Вдруг я понял, что все поменялось, что мы живем в другом веке, в другой стране, в другой правовой ситуации. Раньше меня увольняли в управлении культуры, солидно, красиво. Делали это люди в галстуках, зачитывая приказ. Это не то что какой-нибудь директор в шею погнал, потому что рожа ему твоя не нравится. И тогда я понял, что, к величайшему сожалению, надо в очередной раз начинать жить по-новому. Совмещать режиссуру спектакля с его продюсированием, иначе ты бесправный наемный рабочий. И как только не станет сил излучать обаяние или, напротив, держать удар, все кончится. Тебя нет, ты — мертвый, и уже никто не помнит, как ты выглядел.
— В кино это произошло еще раньше. Если ты не Герман или Михалков, правила игры диктует продюсер. Да ведь и не только в кино… Даже в спорте. Главный тренер команды уступил место президенту клуба — менеджеру. Победа менеджмента тотальна и повсеместна.
— Насколько я понимаю, все изменения носят более или менее универсальный характер. Взять такую вещь, как компьютер. Скорее всего, его появление многое изменило в кино: монтаж, спецэффекты и т. д. Не мне судить, как эти технологии аукнулись создателям фильмов.
— Продюсерам и прокатчикам хорошо аукнулись.
— Но я говорю именно о режиссерах. О тех из них, кто делает кино как искусство, а не как зрелищный продукт. Что же до театра, то здесь, на мой взгляд, последствия самые печальные. Раньше световое оформление спектакля делалось вручную. Человек за пультом набирал программу, и поворотом рычага менялась световая картинка. По тому, как идет спектакль, я всегда знал, кто стоит сегодня за пультом. Потому что это была ручная работа. То же и радист. Радист мягко подгонял звук, вводил и уводил громкость — причем иногда в разные дни по-разному: в зависимости от того, какое именно дыхание у спектакля сегодня. На моих глазах произошла революция. Все «Старты» — так назывались эти агрегаты — были выброшены. Появились компьютеры. От осветителей и радистов теперь требовалось только и всего, что нажимать нужные кнопки. Только и всего… Иногда на репетиции я забываюсь, говорю осветителю: что-то не так, что-то не так… И он меня возвращает к реальности: «Как это „не так“? Это компьютерная программа, тут „не так“ быть не может».

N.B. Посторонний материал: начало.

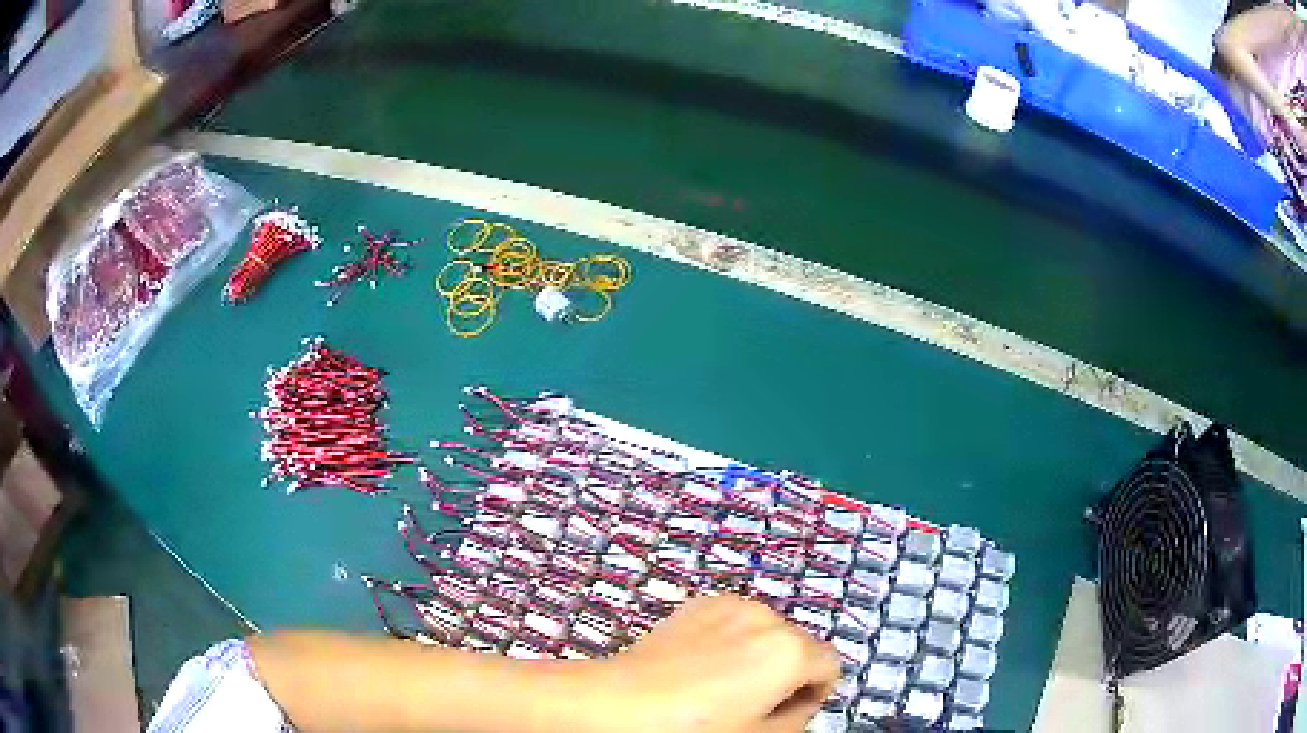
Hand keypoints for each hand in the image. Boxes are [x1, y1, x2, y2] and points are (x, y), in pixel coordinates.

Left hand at [587, 594, 839, 732]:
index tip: (785, 711)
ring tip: (720, 684)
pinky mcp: (701, 602)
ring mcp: (732, 604)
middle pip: (799, 646)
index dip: (814, 693)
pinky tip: (700, 664)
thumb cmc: (693, 729)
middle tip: (750, 704)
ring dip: (759, 654)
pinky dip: (732, 639)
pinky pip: (736, 621)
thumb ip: (799, 718)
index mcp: (790, 650)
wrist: (619, 703)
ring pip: (767, 632)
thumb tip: (803, 702)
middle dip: (786, 672)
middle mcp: (768, 617)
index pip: (830, 665)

С этим не поспоришь, человек может ошибиться, компьютер — нет. Для театра это начало конца. Театр — это сиюминутный творческий процесс, который зафиксировать раз и навсегда во всех нюансах нельзя. Компьютер не может ошибиться, но у него и не может быть чуткости, вдохновения, зрения и слуха. Он не видит, не слышит и не чувствует спектакль. Нарушается основополагающий закон театрального искусства — когда акт творения происходит именно в эту минуту… Компьютер, заменивший человека в освещении и звуке, на мой взгляд, забивает последний гвоздь в русский репертуарный театр…
— В девяностые вы поставили столько замечательных спектаклей. Не хочется завершать разговор на столь пессимистической ноте…
— Однажды, будучи студентами, мы с сокурсником Ильей Макаровым сидели на скамейке у Александринского театра и спорили, какого размера все-таки кони на его верхотуре. Не помню, к чему мы пришли… Точно помню, что с грустью отметили — наверное, никогда нам не работать в таком большом, роскошном театре… Прошло лет десять. Я выпускаю в Александринском театре спектакль «Мой бедный Марат» по Арбузову. Окна Малой сцены выходят как раз на ту площадку, где стоят кони. Стою, курю, опершись на ногу этого коня. Май, весна. Петербург как на ладони. Настроение ни к черту. Тысячи проблем. И вдруг я подумал: «Господи. Моя мечта сбылась». Не думаю, чтобы еще какое-нибудь время давало человеку столь ощутимые шансы осуществить себя. И в той же степени — вдрызг обанкротиться, потерять все. Или так, или эдак… А у большинства то так, то эдак…
— Так какого все-таки размера оказались кони?
— В натуральную величину. Аполлон просто больше человека. Несоразмерен с лошадьми…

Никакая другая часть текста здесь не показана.